TASK TO COMPLETE – Find every line in the records that holds the string "image". Copy each one.
Segment Start: DATA FOR THIS TASK
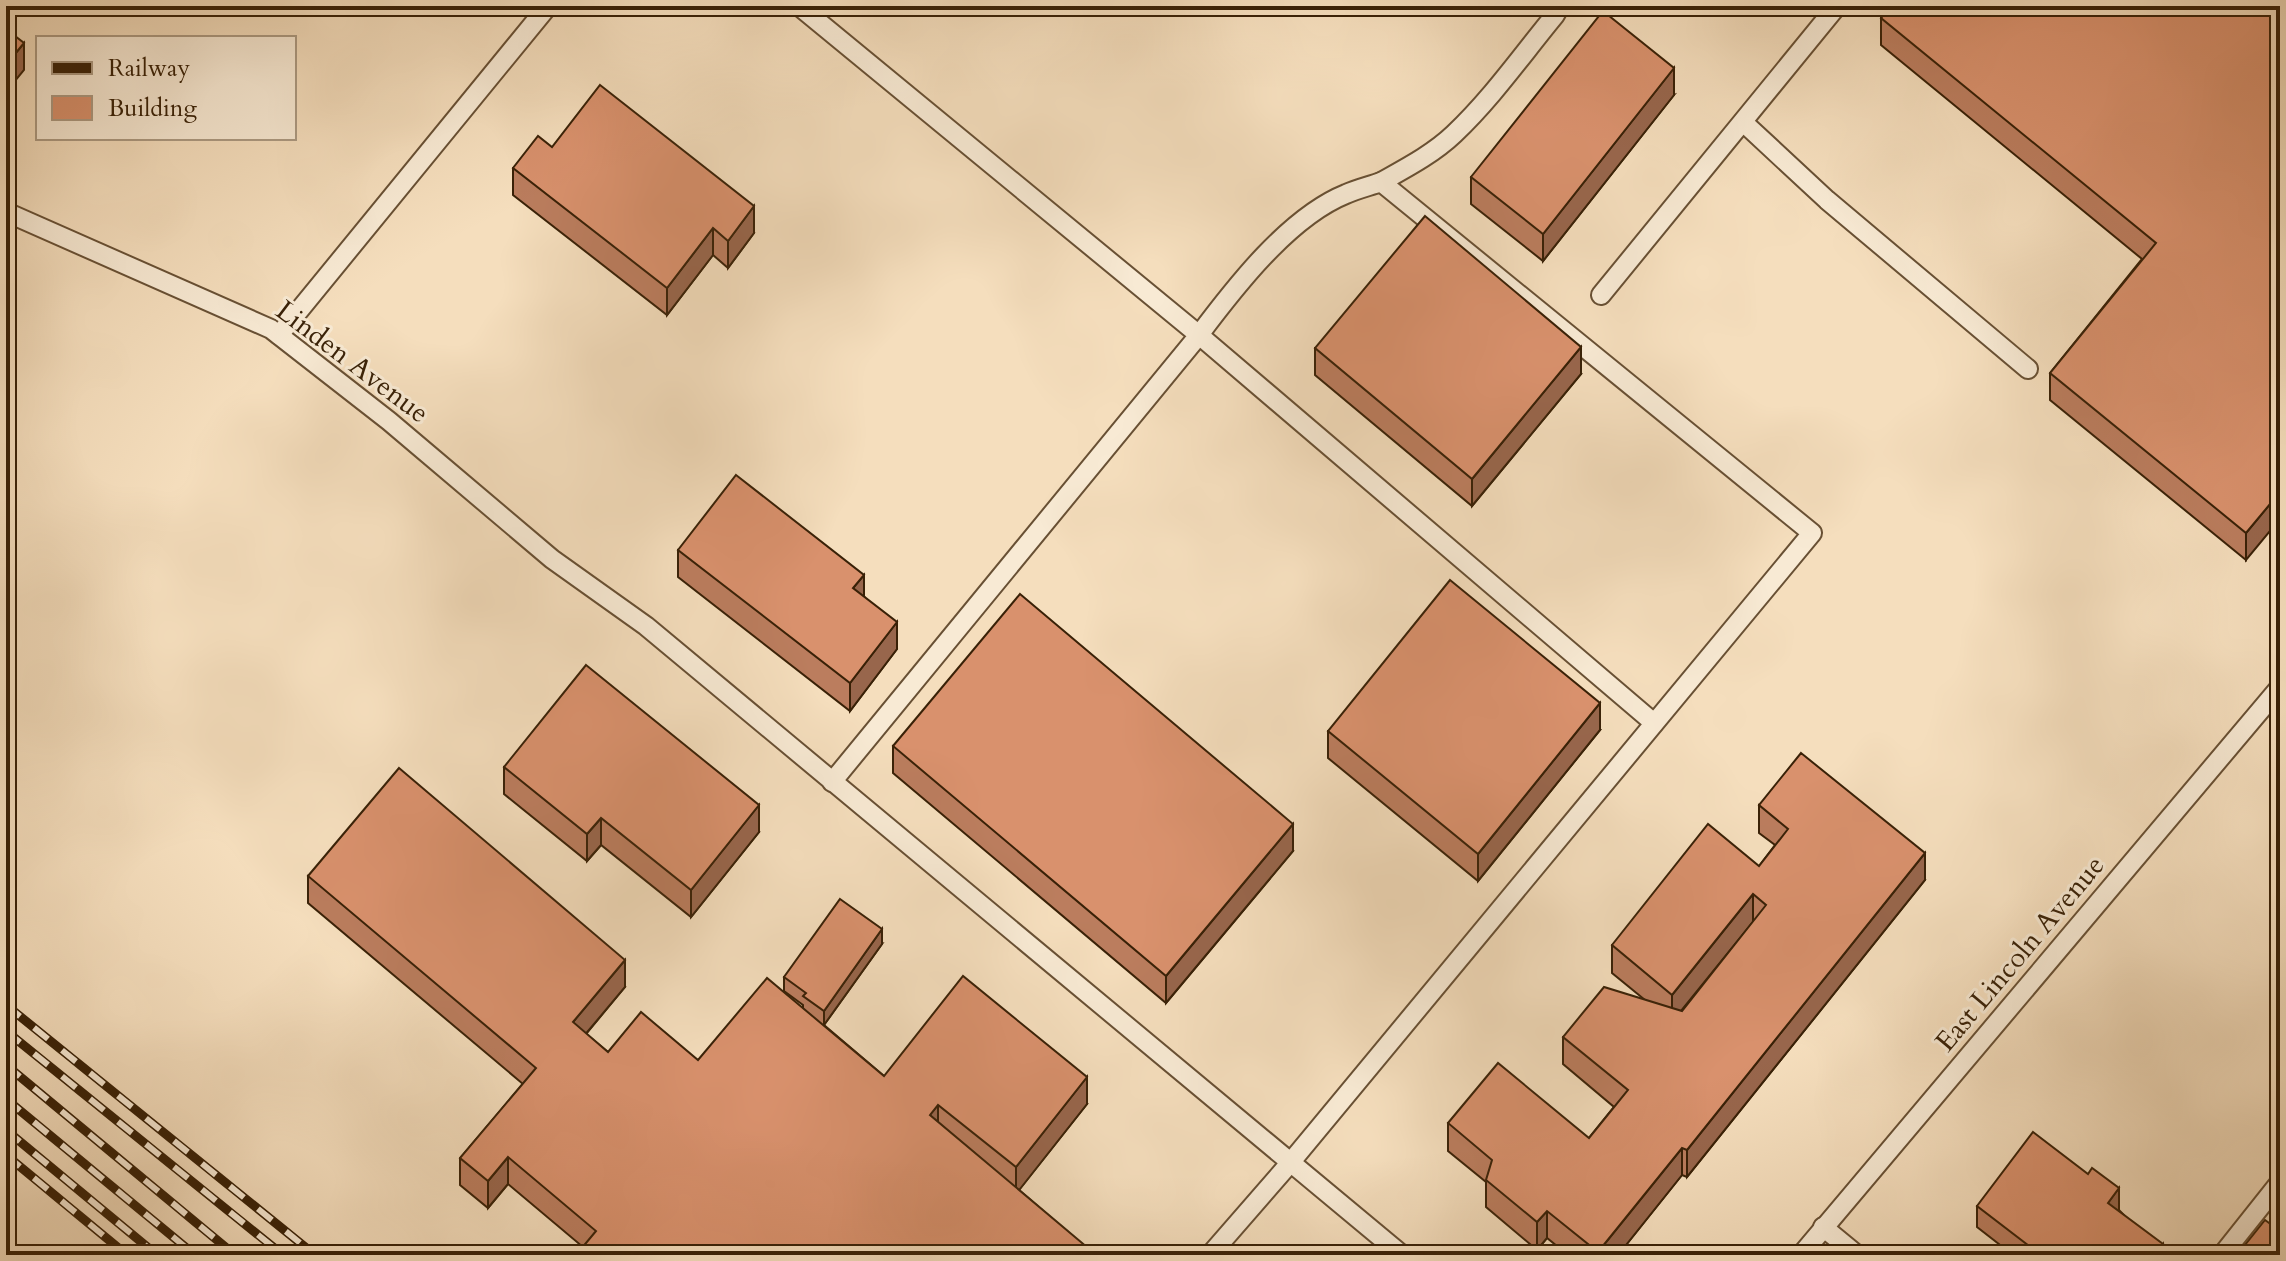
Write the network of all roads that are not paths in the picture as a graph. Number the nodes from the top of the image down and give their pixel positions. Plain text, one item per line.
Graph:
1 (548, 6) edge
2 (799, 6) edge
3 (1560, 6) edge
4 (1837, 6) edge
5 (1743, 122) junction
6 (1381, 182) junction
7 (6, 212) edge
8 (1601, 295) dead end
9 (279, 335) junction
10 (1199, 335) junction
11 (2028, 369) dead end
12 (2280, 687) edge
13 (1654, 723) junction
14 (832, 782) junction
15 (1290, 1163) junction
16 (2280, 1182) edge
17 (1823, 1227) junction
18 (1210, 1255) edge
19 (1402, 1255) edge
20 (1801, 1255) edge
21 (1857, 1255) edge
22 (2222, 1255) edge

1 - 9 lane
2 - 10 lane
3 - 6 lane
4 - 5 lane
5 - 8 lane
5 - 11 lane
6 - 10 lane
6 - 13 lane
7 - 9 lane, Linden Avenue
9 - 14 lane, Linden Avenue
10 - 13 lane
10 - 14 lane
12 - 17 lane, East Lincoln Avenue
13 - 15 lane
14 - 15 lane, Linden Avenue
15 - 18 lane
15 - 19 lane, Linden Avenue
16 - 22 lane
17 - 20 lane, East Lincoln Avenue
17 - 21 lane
Segment End: DATA FOR THIS TASK
Segment Start: DATA FOR THIS TASK
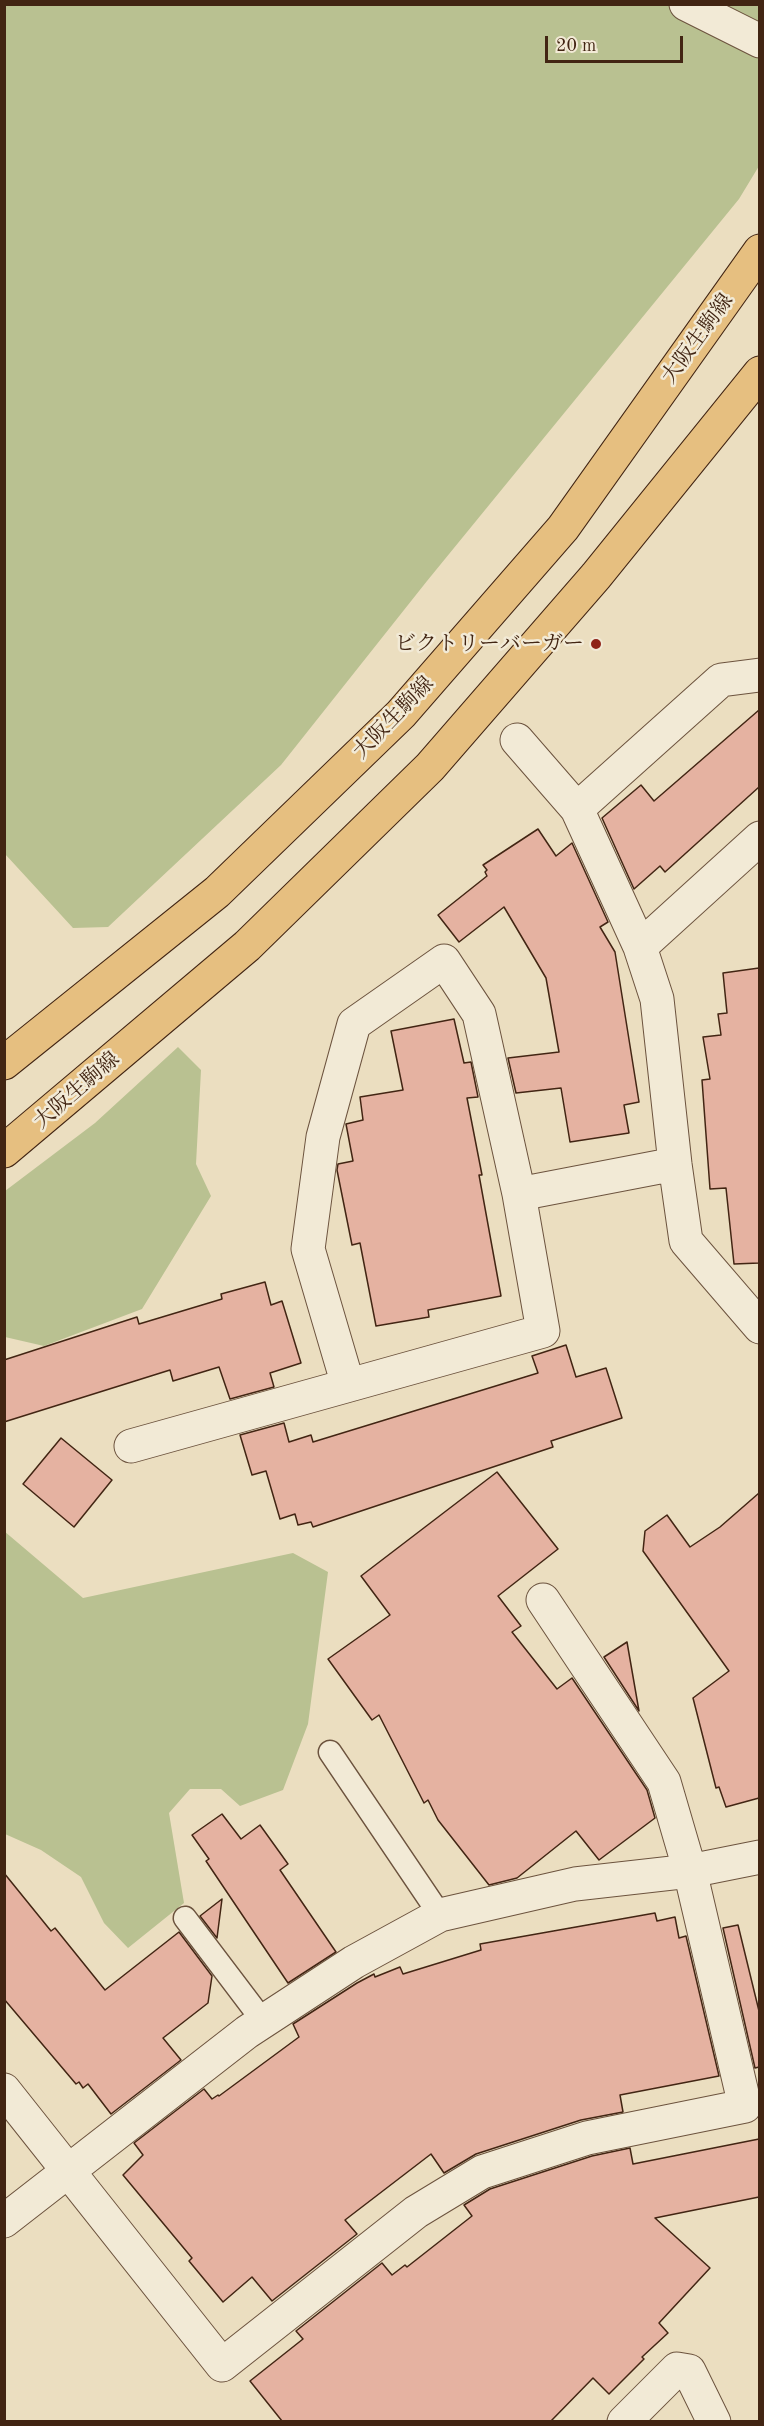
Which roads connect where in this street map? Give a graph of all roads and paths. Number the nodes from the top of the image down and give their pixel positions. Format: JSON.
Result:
Segment End: DATA FOR THIS TASK
REPLY –
Write the network of all roads that are not paths in the picture as a graph. Number the nodes from the top of the image down and give their pixel positions. Plain text, one item per line.
Which roads connect where in this street map? Give a graph of all roads and paths. Number the nodes from the top of the image down and give their pixel positions. Format: JSON.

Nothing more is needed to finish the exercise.